Israeli platforms and corona

Coronavirus is raging, and while I’m sad for all the sick and quarantined people, I’m honestly a bit relieved by the effect on the stock market. You see, a drop was bound to happen, and a virus is a better reason (from an economical standpoint) than something like the bursting of the personal debt bubble, or a plunge in real estate prices.

I maintain my hedge fund investment, in hopes that it doesn’t lose as much value as the indices. I’ve liquidated my hand-picked stocks investments and shifted some of the money into one of the Israeli P2P platforms, Tarya, which seems unlikely to take a significant hit during this kind of economic recession. The other Israeli platform in my portfolio, BTB, is finally starting to gain traction, but hasn’t yet reached the expected annualised return of ~5.5% (net of tax).

Distribution & profit

(Click to enlarge on mobile)

Affiliate commissions and giving back

This was a very good month for affiliate commissions: €95 from Grupeer, €44 from Mintos, €15 from EvoEstate, €10 from Lenndy and €5 from PeerBerry.

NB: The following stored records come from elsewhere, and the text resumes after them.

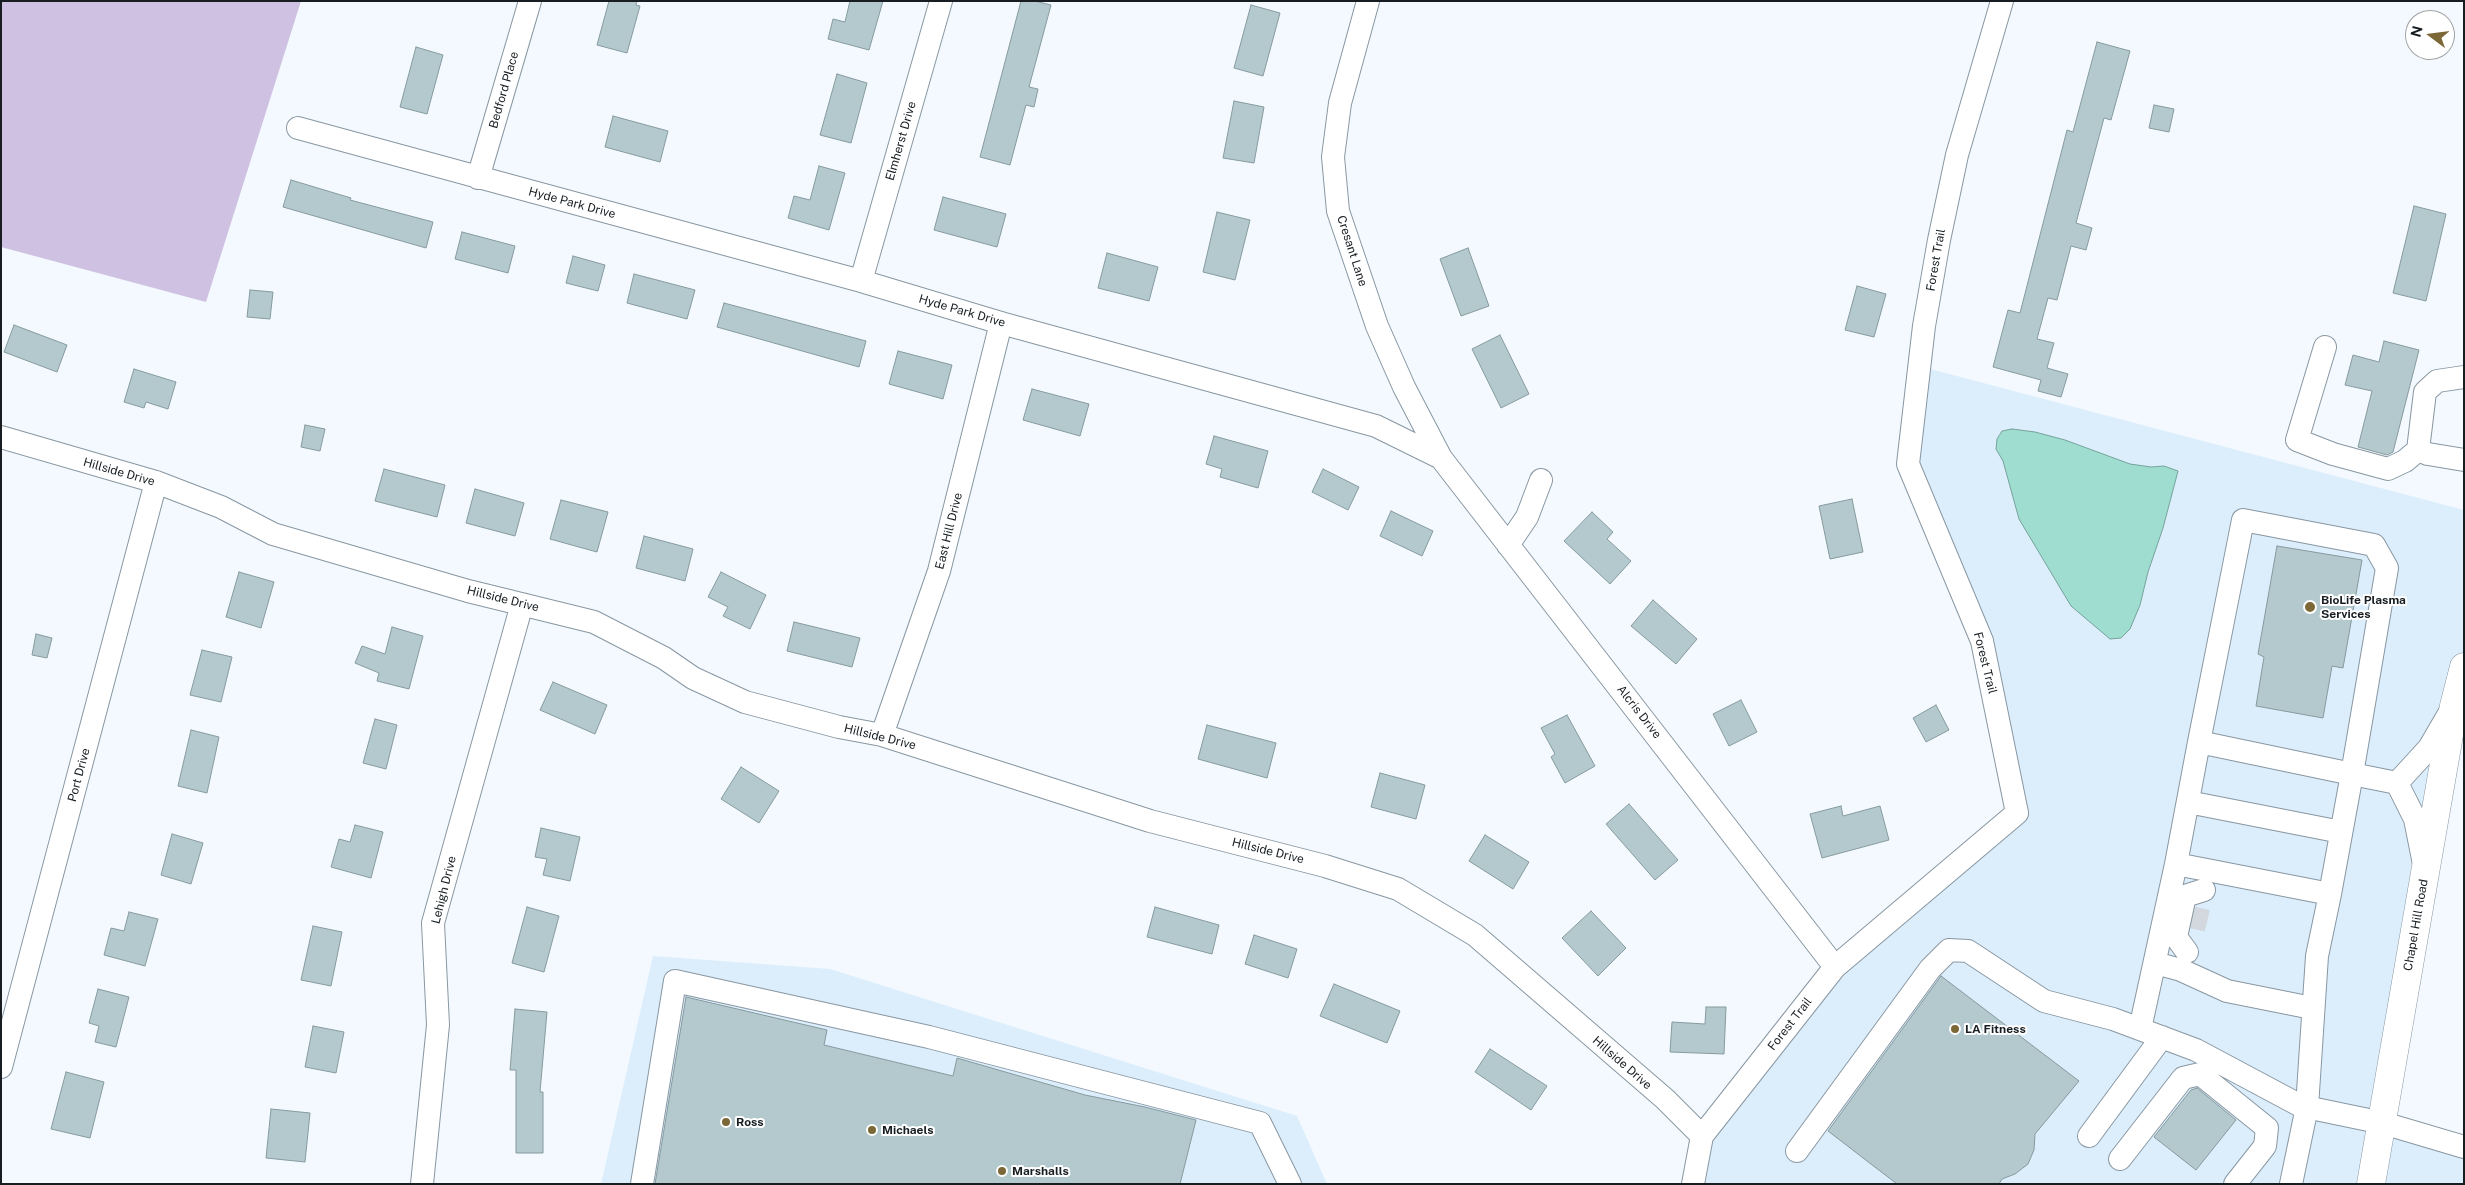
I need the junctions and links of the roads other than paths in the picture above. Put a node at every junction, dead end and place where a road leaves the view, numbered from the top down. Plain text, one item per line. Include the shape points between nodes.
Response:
1 (530, 1) edge
2 (940, 1) edge
3 (1368, 1) edge
4 (2002, 1) edge
5 (298, 128) dead end
6 (478, 178) junction
7 (861, 281) junction
8 (1001, 323) junction
9 (2325, 347) dead end
10 (2464, 377) edge
11 (1, 437) edge
12 (2418, 450) junction
13 (1441, 458) junction
14 (2464, 460) edge
15 (1541, 480) dead end
16 (156, 482) junction
17 (1508, 545) junction
18 (522, 604) junction
19 (2464, 667) edge
20 (2454, 706) junction
21 (882, 735) junction
22 (2199, 742) junction
23 (2352, 774) junction
24 (2397, 783) junction
25 (2188, 802) junction
26 (2342, 832) junction
27 (2176, 864) junction
28 (2425, 875) junction
29 (2205, 888) junction
30 (2330, 894) junction
31 (2194, 929) tunnel mouth
32 (2184, 961) junction
33 (2155, 963) junction
34 (1835, 967) junction
35 (2312, 1008) junction
36 (2140, 1029) junction
37 (2162, 1037) junction
38 (1, 1067) edge
39 (2307, 1107) junction
40 (2382, 1124) junction
41 (1702, 1136) junction
42 (2089, 1136) dead end
43 (2464, 1147) edge
44 (1796, 1151) dead end
45 (2120, 1159) dead end
46 (422, 1184) edge
47 (642, 1184) edge
48 (1290, 1184) edge
49 (1693, 1184) edge
50 (2235, 1184) edge
51 (2292, 1184) edge
52 (2371, 1184) edge

1 - 6 street, Bedford Place
2 - 7 street, Elmherst Drive
3 - 13 street, Cresant Lane via 1340,103 1333,157 1338,211 1387,352
4 - 34 street, Forest Trail via 1958,155 1939,240 1924,326 1908,464 1982,641 2018,814
5 - 6 street, Hyde Park Drive
6 - 7 street, Hyde Park Drive
7 - 8 street, Hyde Park Drive
8 - 13 street, Hyde Park Drive via 1376,426
8 - 21 street, East Hill Drive via 939,571
9 - 12 street via 2297,440 2388,469 2406,461
10 - 12 street via 2436,381 2425,392
11 - 16 street, Hillside Drive
12 - 14 street
13 - 17 street, Alcris Drive
15 - 17 street via 1527,517
16 - 18 street, Hillside Drive via 220,507 273,534
16 - 38 street, Port Drive
17 - 34 street, Alcris Drive
18 - 21 street, Hillside Drive via 594,622 664,658 693,678 745,702 838,727
18 - 46 street, Lehigh Drive via 433,923 438,1025
19 - 20 main road, Chapel Hill Road
20 - 24 street via 2429,748
20 - 28 main road, Chapel Hill Road
21 - 41 street, Hillside Drive via 1150,821 1325,866 1398,889 1475,935 1664,1099
22 - 23 street
22 - 23 street via 2243,520 2374,545 2387,568
22 - 25 street
23 - 24 street
23 - 26 street
24 - 28 street via 2415,819
25 - 26 street
25 - 27 street
26 - 30 street
27 - 29 street
27 - 33 street
28 - 40 main road, Chapel Hill Road
29 - 30 street
29 - 32 street via 2186,896 2176,937
30 - 35 street via 2317,956
31 - 32 street
32 - 33 street
32 - 35 street via 2227,991
33 - 36 street
34 - 41 street, Forest Trail
35 - 39 street
36 - 37 street
36 - 44 street via 2079,1020 1968,951 1949,950 1930,969
37 - 39 street via 2196,1050
37 - 42 street
39 - 40 street
39 - 51 street
40 - 43 street
40 - 52 main road, Chapel Hill Road
41 - 49 street, Forest Trail
45 - 50 street via 2183,1078 2200,1074 2267,1128 2265,1146
47 - 48 street via 675,981 930,1037 1260,1123

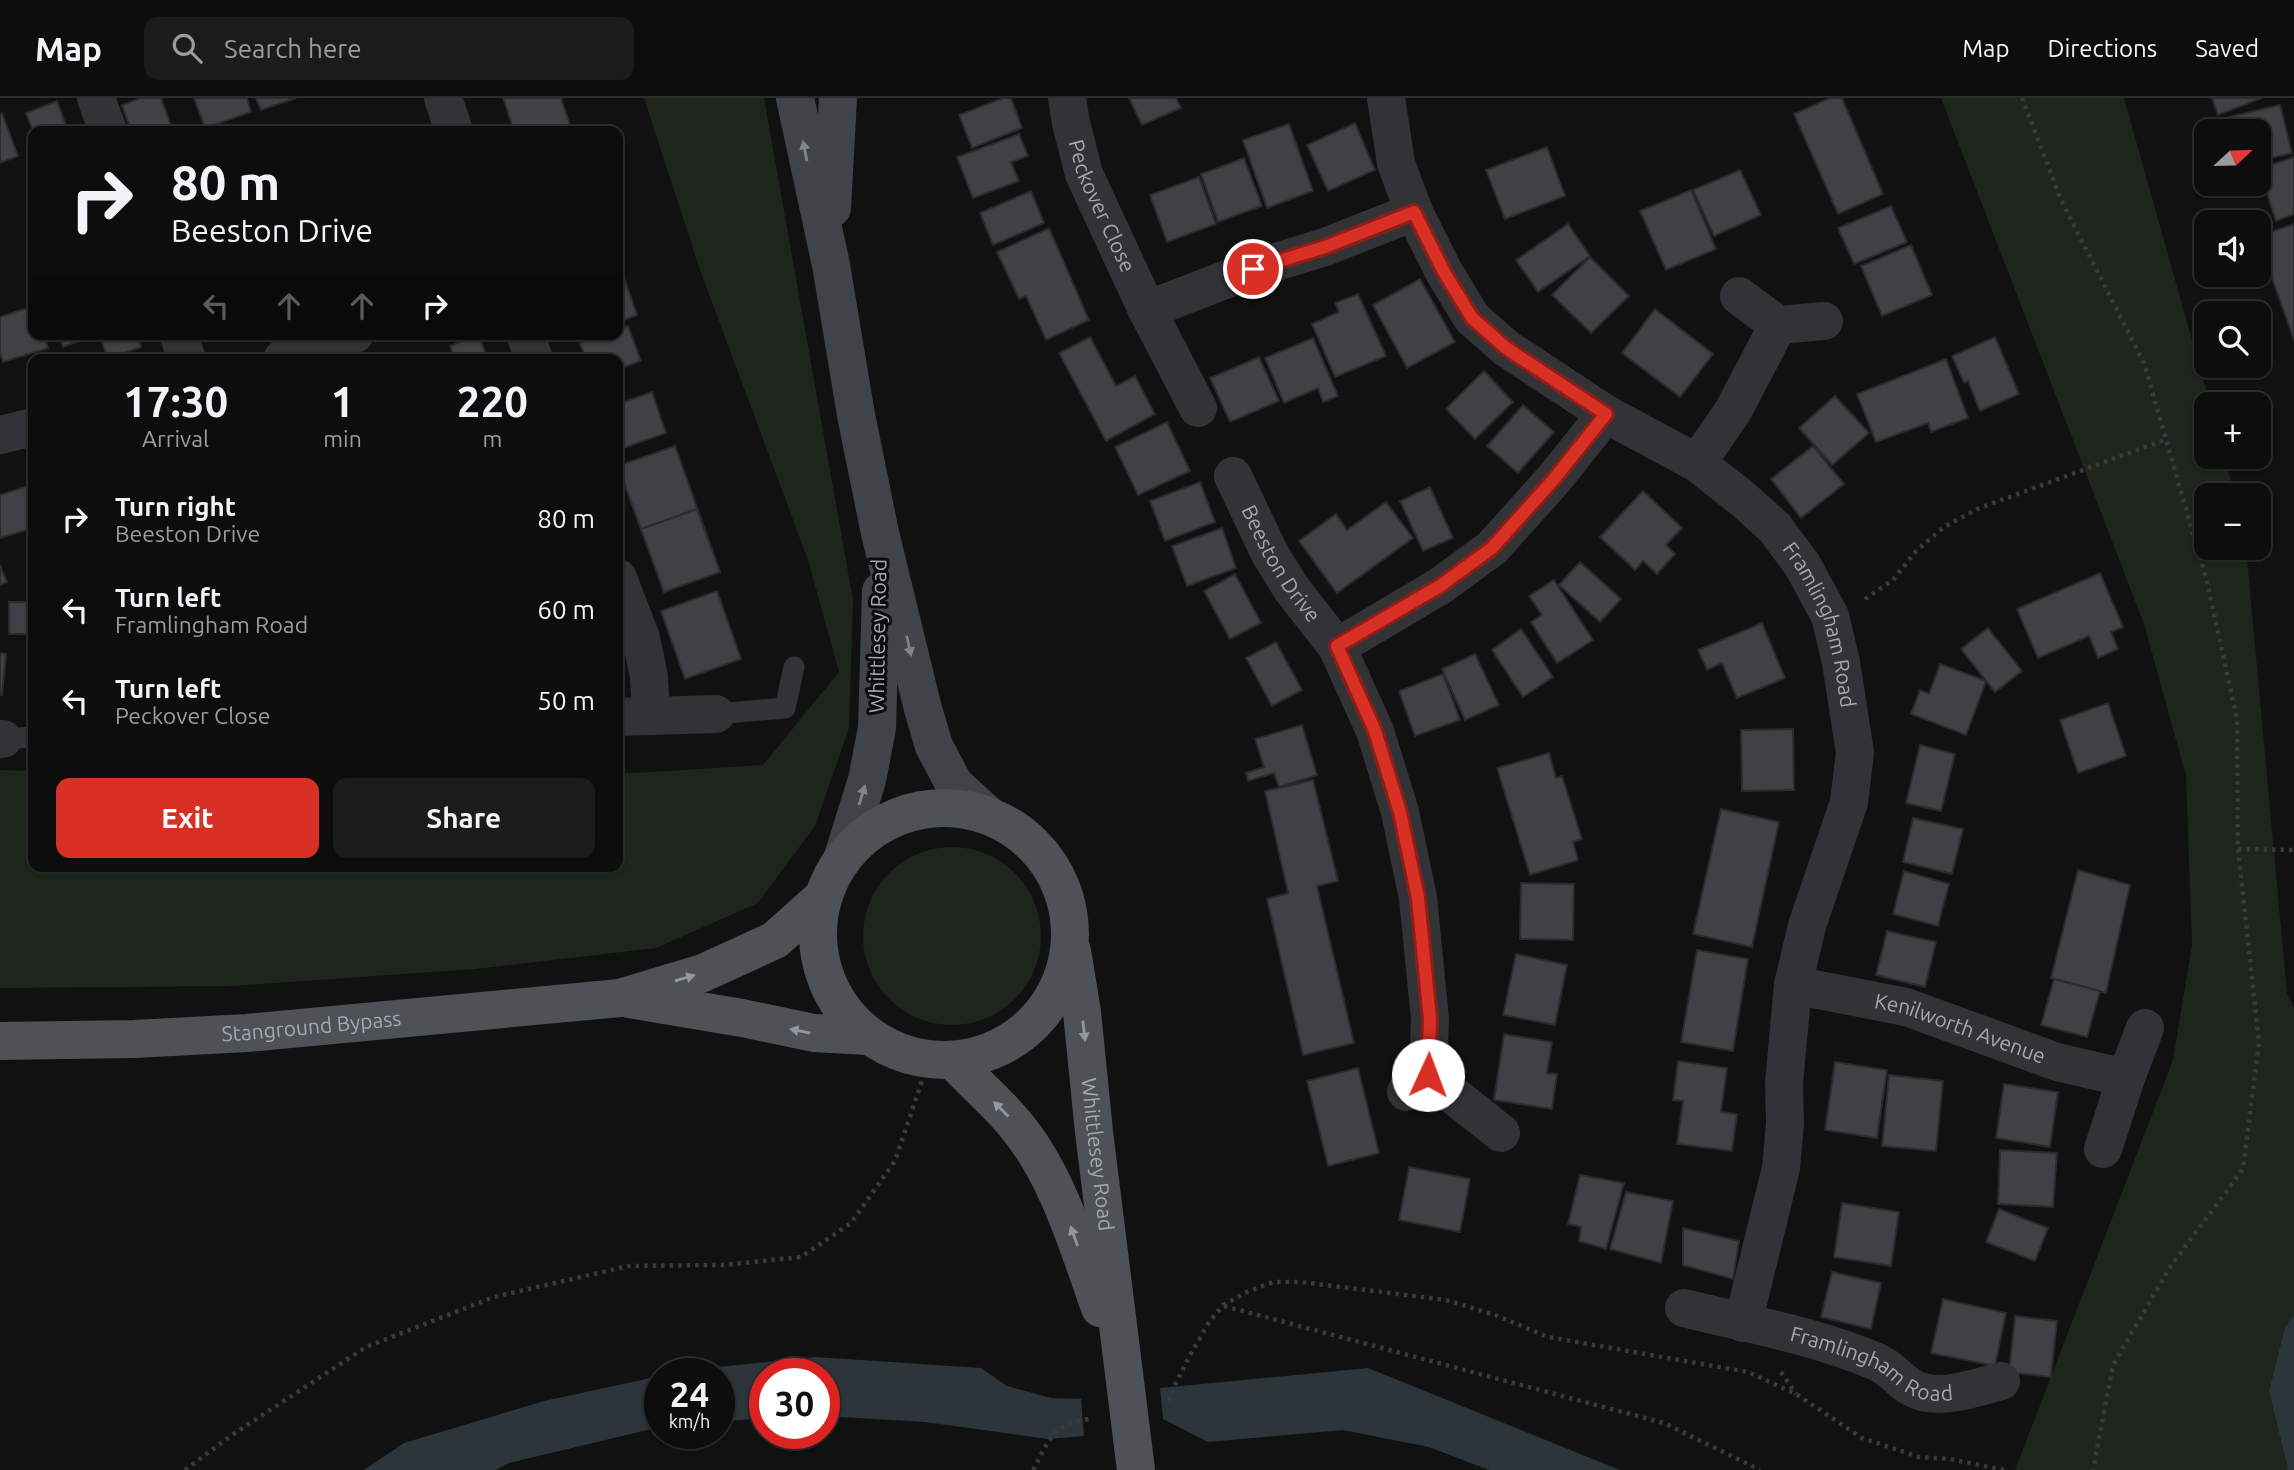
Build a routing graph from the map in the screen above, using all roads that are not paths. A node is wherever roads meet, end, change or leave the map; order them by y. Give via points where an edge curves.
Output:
1 (96, 98) edge
2 (443, 98) edge
3 (795, 98) edge
4 (838, 98) edge
5 (1067, 98) edge
6 (1386, 98) edge
7 (106, 126) edge
8 (452, 126) edge
9 (1414, 212) junction
10 (831, 265) junction
11 (1739, 296) dead end
12 (1147, 310) junction
13 (1824, 321) dead end
14 (1778, 325) junction
15 (337, 340) edge
16 (297, 354) edge
17 (1198, 408) dead end
18 (1606, 414) junction
19 (28, 428) edge
20 (0, 435) edge
21 (1697, 463) junction
22 (1233, 476) dead end
23 (880, 533) junction
24 (623, 592) edge
25 (1337, 646) junction
26 (794, 667) dead end
27 (716, 714) joint
28 (634, 717) edge
29 (989, 816) junction
30 (842, 860) junction
31 (823, 897) junction
32 (1071, 939) junction
33 (1793, 985) junction
34 (620, 998) junction
35 (2145, 1028) dead end
36 (868, 1036) junction
37 (0, 1041) edge
38 (941, 1061) junction
39 (2126, 1078) junction
40 (1501, 1133) dead end
41 (2103, 1149) dead end
42 (1684, 1308) dead end
43 (1743, 1323) junction
44 (1122, 1369) junction
45 (2001, 1381) dead end
46 (1134, 1458) edge

1 - 7 street
2 - 8 street
10 -> 3 main road, Whittlesey Road
4 - 10 main road, Whittlesey Road
5 - 12 street, Peckover Close via 1084,174
6 - 9 street, Framlingham Road via 1396,163
9 - 12 street
9 - 18 street, Framlingham Road via 1472,318 1506,348
10 - 23 main road, Whittlesey Road
11 - 14 street
12 - 17 street, Peckover Close
13 - 14 street
14 - 21 street via 1733,411
15 - 16 street
18 - 21 street, Framlingham Road
18 - 25 street via 1492,548 1440,586
19 - 20 street
21 - 33 street, Framlingham Road via 1775,528 1803,566 1830,616 1841,662 1855,752 1849,802 1807,926
22 - 25 street, Beeston Drive via 1277,565
23 -> 29 main road, Whittlesey Road via 934,746 954,784
30 -> 23 main road, Whittlesey Road via 867,780 877,728
24 - 28 street via 649,677
25 - 40 street, Beeston Drive via 1375,731 1400,812 1418,898 1430,1019 1417,1083
26 - 27 lane via 785,708
27 - 28 street
29 - 30 main road, Whittlesey Road via 956,808 924,809 873,830
29 - 32 main road, Whittlesey Road via 1023,835 1049,864 1066,900
30 - 31 main road, Whittlesey Road
34 -> 31 main road, Stanground Bypass via 703,973 775,940
31 - 36 main road via 818,935 823,974 842,1008
32 - 38 main road via 1064,976 1047,1009 1021,1035 990,1053
32 -> 44 main road, Whittlesey Road
33 - 39 street, Kenilworth Avenue via 1906,1007 2057,1062
33 - 43 street, Framlingham Road via 1781,1168
36 -> 34 main road, Stanground Bypass via 814,1033
34 - 37 main road, Stanground Bypass via 247,1033
35 - 39 street
36 - 38 main road via 897,1052
44 -> 38 main road, Whittlesey Road via 1069,1220 1041,1161 1015,1123
39 - 41 street
42 - 43 street, Framlingham Road
43 - 45 street, Framlingham Road via 1815,1340 1881,1363 1896,1378 1929,1393 1953,1393
44 - 46 main road, Whittlesey Road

Thanks to all my supporters!

This month I encountered a fun way to give back: by purchasing an in-game item on Steam. The donation is meant to help Australia recover from the devastating bush fires. And look at the cute item I got!

PUBG is a shooting/survival game – but who’s gonna shoot my character when it’s carrying this pan?!

This post is not meant as investment counselling. I am just a fellow investor sharing his thoughts and experiences.